重新评估基于血清学调查的寨卡病毒感染症状比例的估计值。

Reassessing Serosurvey-Based Estimates of the Symptomatic Proportion of Zika Virus Infections.

机构信息

Epidemic Intelligence Service, Centers for Disease Control and Prevention, Atlanta, Georgia.

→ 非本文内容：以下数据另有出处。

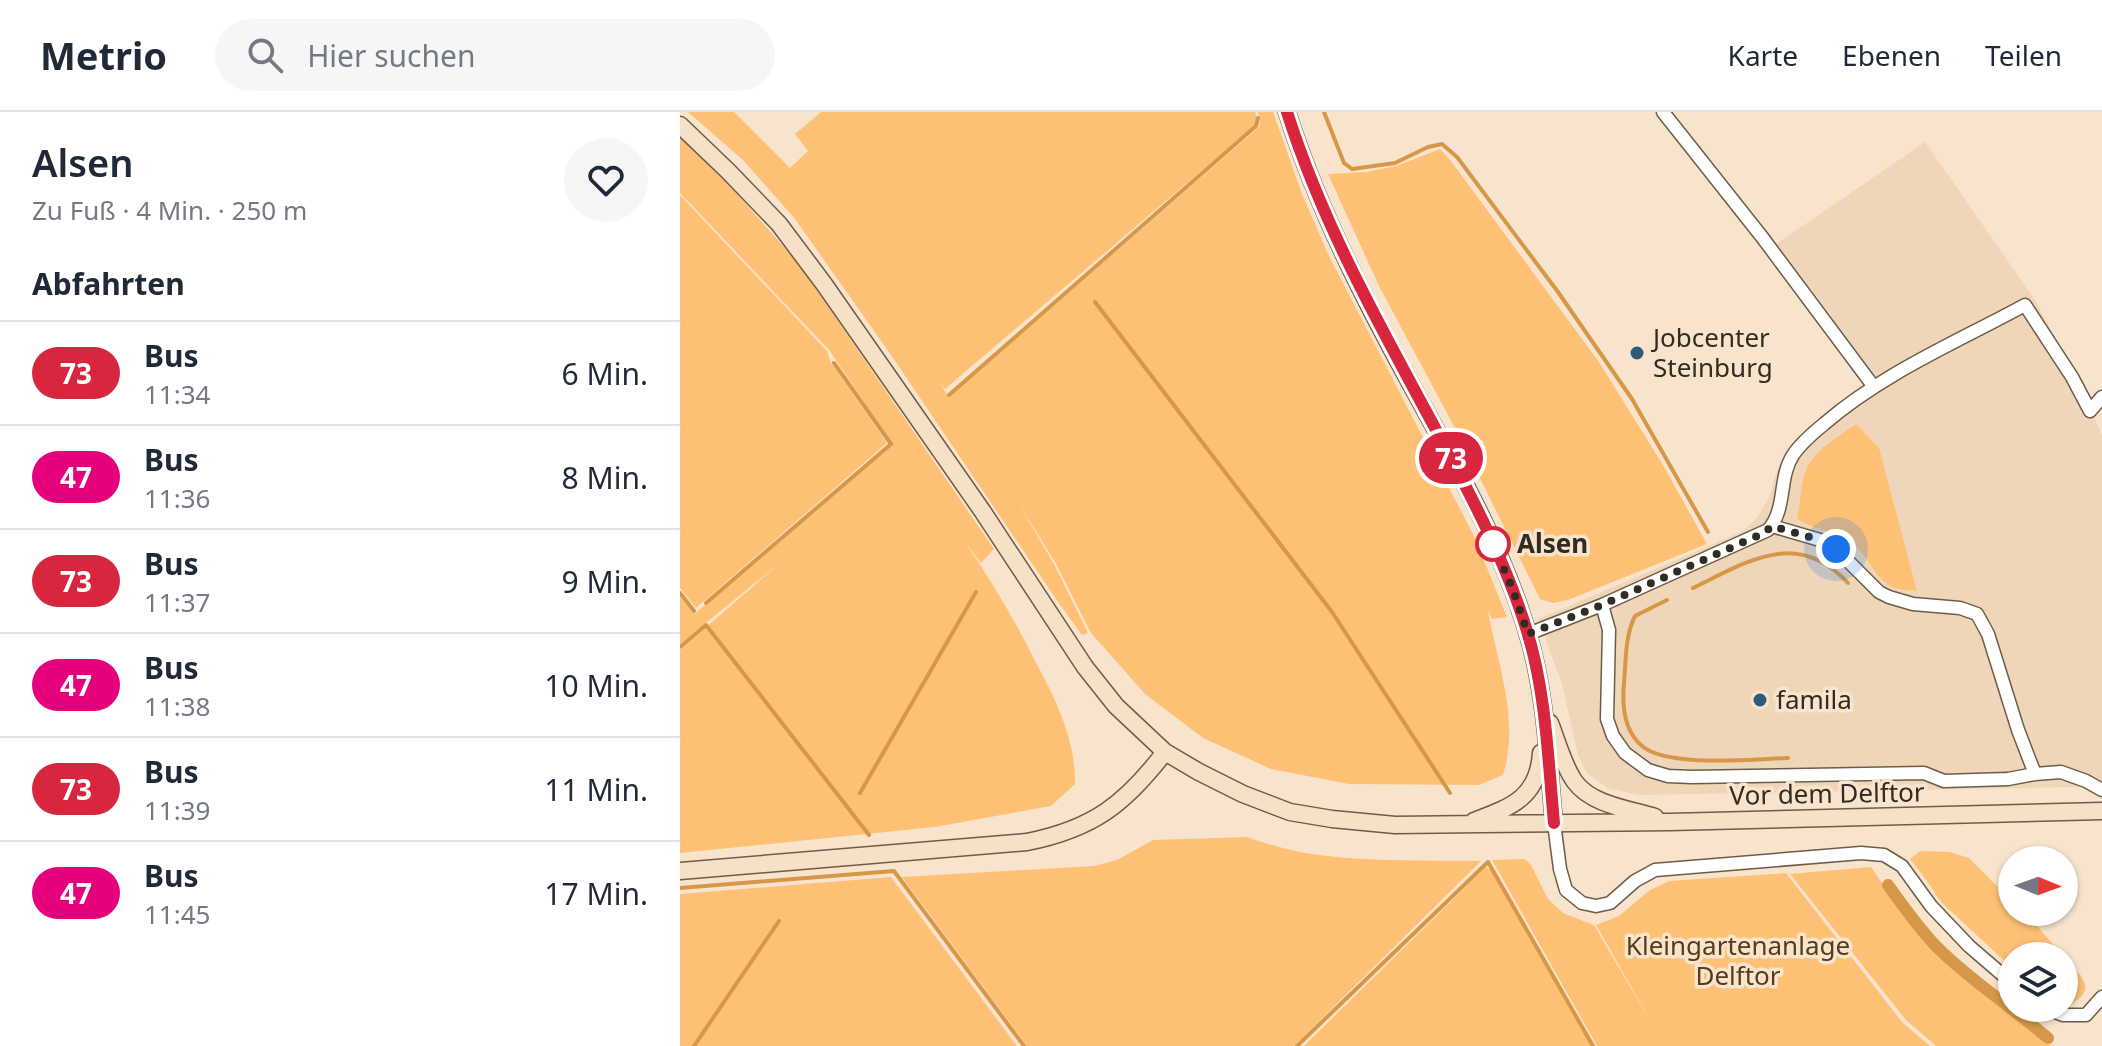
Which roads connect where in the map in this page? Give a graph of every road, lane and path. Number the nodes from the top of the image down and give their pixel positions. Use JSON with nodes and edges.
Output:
{"nodes":[{"id":1,"x":1287,"y":112,"type":"edge"},
{"id":2,"x":1663,"y":112,"type":"edge"},
{"id":3,"x":680,"y":125,"type":"edge"},
{"id":4,"x":1874,"y":387,"type":"junction"},
{"id":5,"x":2102,"y":397,"type":"edge"},
{"id":6,"x":1772,"y":526,"type":"junction"},
{"id":7,"x":1602,"y":605,"type":"junction"},
{"id":8,"x":1528,"y":634,"type":"junction"},
{"id":9,"x":1543,"y":707,"type":"junction"},
{"id":10,"x":1165,"y":752,"type":"junction"},
{"id":11,"x":2035,"y":774,"type":"junction"},
{"id":12,"x":2102,"y":790,"type":"edge"},
{"id":13,"x":2102,"y":811,"type":"edge"},
{"id":14,"x":1670,"y":822,"type":"junction"},
{"id":15,"x":1554,"y":823,"type":"junction"},
{"id":16,"x":1460,"y":825,"type":"junction"},
{"id":17,"x":680,"y":871,"type":"edge"},
{"id":18,"x":1998,"y":971,"type":"edge"},
{"id":19,"x":2102,"y":997,"type":"edge"},
{"id":20,"x":2078,"y":1015,"type":"edge"}],
"edges":[{"from":1,"to":8,"type":"main road"},
{"from":2,"to":4,"type":"street"},
{"from":3,"to":10,"type":"main road","name":"Vor dem Delftor"},
{"from":4,"to":5,"type":"street"},
{"from":4,"to":6,"type":"street"},
{"from":6,"to":7,"type":"street"},
{"from":6,"to":11,"type":"street"},
{"from":7,"to":8,"type":"street"},
{"from":7,"to":11,"type":"street"},
{"from":8,"to":9,"type":"main road"},
{"from":9,"to":14,"type":"main road"},
{"from":9,"to":15,"type":"main road"},
{"from":9,"to":16,"type":"main road"},
{"from":10,"to":16,"type":"main road","name":"Vor dem Delftor"},
{"from":10,"to":17,"type":"main road"},
{"from":11,"to":12,"type":"street"},
{"from":13,"to":14,"type":"main road","name":"Vor dem Delftor"},
{"from":14,"to":15,"type":"main road","name":"Vor dem Delftor"},
{"from":15,"to":16,"type":"main road","name":"Vor dem Delftor"},
{"from":15,"to":18,"type":"street"},
{"from":19,"to":20,"type":"street"}]}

Pennsylvania Department of Health, Harrisburg, Pennsylvania.

出版信息

Am J Epidemiol. 2019 Jan 1;188(1):206-213. doi: 10.1093/aje/kwy189.

DOI:10.1093/aje/kwy189
PMID:30165474
原文链接:https://pmc.ncbi.nlm.nih.gov/articles/PMC6321808/
Abstract

Since the 2007 Zika epidemic in the Micronesian state of Yap, it has been apparent that not all people infected with Zika virus (ZIKV) experience symptoms. However, the proportion of infections that result in symptoms remains unclear. Existing estimates have varied in their interpretation of symptoms due to other causes and the case definition used, and they have assumed perfect test sensitivity and specificity. Using a Bayesian model and data from ZIKV serosurveys in Yap (2007), French Polynesia (2013-2014), and Puerto Rico (2016), we found that assuming perfect sensitivity and specificity generally led to lower estimates of the symptomatic proportion. Incorporating reasonable assumptions for assay sensitivity and specificity, we estimated that 27% (95% credible interval (CrI): 15, 37) (Yap), 44% (95% CrI: 26, 66) (French Polynesia), and 50% (95% CrI: 34, 92) (Puerto Rico) of infections were symptomatic, with variation due to differences in study populations, study designs, and case definitions. The proportion of ZIKV infections causing symptoms is critical for surveillance system design and impact assessment. Here, we accounted for key uncertainties in existing seroprevalence data and found that estimates for the symptomatic proportion ranged from 27% to 50%, suggesting that while the majority of infections are asymptomatic or mildly symptomatic, symptomatic infections might be more common than previously estimated.

摘要

自 2007 年密克罗尼西亚雅浦州的 Zika 疫情以来,很明显并非所有感染 Zika 病毒(ZIKV)的人都出现症状。然而,出现症状的感染比例仍不清楚。由于其他原因和使用的病例定义,现有估计值在对症状的解释上存在差异,并且它们假设了完美的检测灵敏度和特异性。利用来自 Yap(2007 年)、法属波利尼西亚(2013-2014 年)和波多黎各(2016 年)的 ZIKV 血清学调查数据和贝叶斯模型,我们发现假设完美的灵敏度和特异性通常会导致对症状比例的估计值降低。我们纳入了对检测灵敏度和特异性的合理假设,估计有 27%(95%可信区间(CrI):15,37)(雅浦)、44%(95% CrI:26,66)(法属波利尼西亚)和 50%(95% CrI:34,92)(波多黎各)的感染出现症状,其差异归因于研究人群、研究设计和病例定义的不同。感染引起症状的比例对于监测系统设计和影响评估至关重要。在这里,我们考虑了现有血清流行率数据中的关键不确定性,并发现症状比例的估计值在 27%至 50%之间,这表明虽然大多数感染是无症状或轻度症状,但有症状的感染可能比以前估计的更为常见。